| Available data |

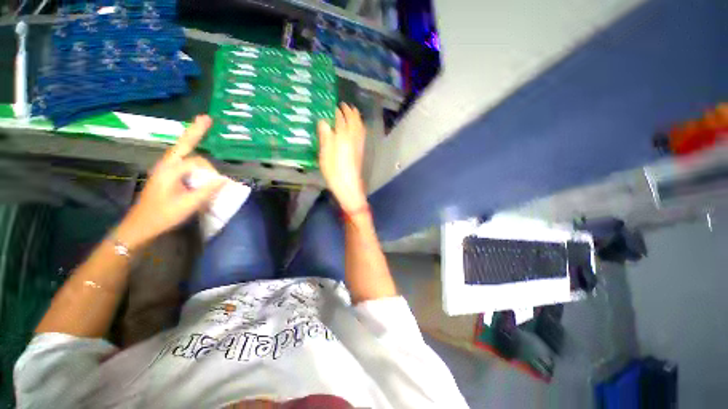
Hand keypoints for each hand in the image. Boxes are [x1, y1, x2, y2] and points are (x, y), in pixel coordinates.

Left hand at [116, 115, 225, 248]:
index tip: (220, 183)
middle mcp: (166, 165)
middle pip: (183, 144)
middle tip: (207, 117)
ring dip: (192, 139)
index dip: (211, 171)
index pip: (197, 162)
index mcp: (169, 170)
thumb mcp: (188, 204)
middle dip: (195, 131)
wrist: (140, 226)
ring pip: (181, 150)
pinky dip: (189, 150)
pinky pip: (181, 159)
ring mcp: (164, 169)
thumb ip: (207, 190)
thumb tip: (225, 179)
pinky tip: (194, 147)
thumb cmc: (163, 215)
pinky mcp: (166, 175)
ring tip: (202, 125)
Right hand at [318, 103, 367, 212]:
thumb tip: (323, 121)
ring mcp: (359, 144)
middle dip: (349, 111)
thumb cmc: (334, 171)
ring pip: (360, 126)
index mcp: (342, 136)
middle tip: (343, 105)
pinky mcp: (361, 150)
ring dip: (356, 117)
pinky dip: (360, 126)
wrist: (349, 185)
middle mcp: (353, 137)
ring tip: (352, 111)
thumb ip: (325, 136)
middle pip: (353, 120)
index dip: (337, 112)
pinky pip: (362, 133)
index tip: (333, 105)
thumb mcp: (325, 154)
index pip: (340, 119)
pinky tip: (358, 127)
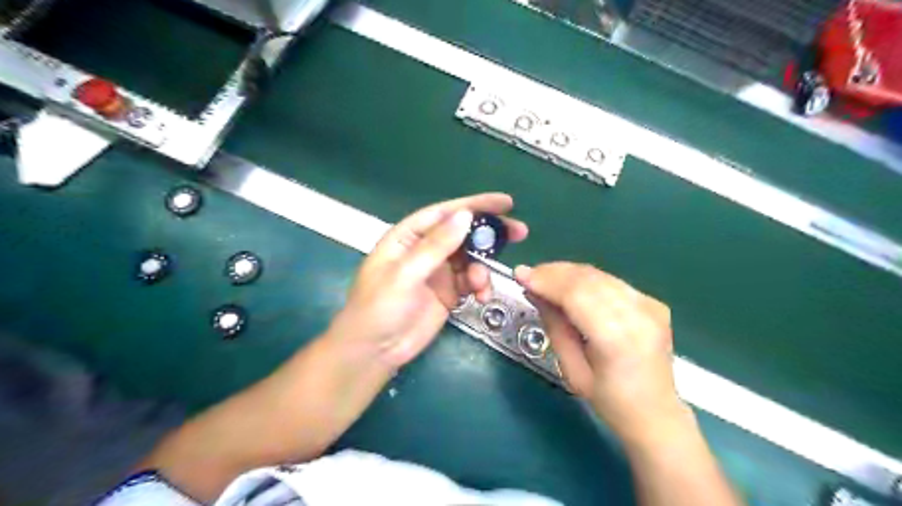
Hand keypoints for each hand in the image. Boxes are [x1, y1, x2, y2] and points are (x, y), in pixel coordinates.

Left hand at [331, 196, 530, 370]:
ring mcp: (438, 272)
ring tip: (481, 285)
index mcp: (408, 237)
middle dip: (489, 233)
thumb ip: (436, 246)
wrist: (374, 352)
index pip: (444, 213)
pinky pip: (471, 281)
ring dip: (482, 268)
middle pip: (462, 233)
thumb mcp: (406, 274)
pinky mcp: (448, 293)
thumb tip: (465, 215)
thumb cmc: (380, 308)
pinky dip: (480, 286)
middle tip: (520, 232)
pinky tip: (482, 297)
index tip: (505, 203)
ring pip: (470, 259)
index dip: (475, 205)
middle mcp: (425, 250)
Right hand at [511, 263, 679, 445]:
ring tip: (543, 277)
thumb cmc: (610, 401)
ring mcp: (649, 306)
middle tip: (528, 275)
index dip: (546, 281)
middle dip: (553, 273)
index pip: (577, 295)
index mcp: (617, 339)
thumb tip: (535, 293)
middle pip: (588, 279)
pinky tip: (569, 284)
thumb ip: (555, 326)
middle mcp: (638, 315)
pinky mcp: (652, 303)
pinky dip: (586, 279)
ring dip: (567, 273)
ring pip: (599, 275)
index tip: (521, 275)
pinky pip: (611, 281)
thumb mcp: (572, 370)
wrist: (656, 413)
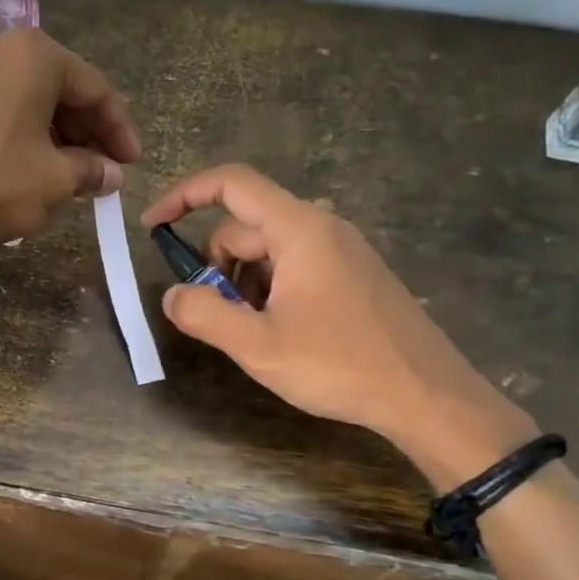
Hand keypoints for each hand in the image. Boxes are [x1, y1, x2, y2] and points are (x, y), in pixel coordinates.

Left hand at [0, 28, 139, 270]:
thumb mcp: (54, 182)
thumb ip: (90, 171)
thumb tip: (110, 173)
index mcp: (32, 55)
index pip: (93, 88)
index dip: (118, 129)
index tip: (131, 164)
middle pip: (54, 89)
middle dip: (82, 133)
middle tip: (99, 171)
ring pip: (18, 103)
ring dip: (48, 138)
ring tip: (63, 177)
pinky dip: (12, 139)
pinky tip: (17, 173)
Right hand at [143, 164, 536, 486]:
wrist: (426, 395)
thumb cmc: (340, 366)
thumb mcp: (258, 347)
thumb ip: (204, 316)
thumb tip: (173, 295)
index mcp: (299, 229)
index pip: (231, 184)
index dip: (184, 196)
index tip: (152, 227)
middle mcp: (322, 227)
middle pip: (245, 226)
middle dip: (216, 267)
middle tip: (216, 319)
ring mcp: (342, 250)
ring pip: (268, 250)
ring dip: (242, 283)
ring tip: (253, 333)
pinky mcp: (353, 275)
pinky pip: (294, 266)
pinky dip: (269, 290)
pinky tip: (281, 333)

| Exercise requirements |
Across the listing above, report every line where "Left" occurs.

| Output |
Left hand at [116, 115, 225, 248]:
Left hand at [331, 196, 530, 370]:
Left hand at [0, 28, 139, 270]:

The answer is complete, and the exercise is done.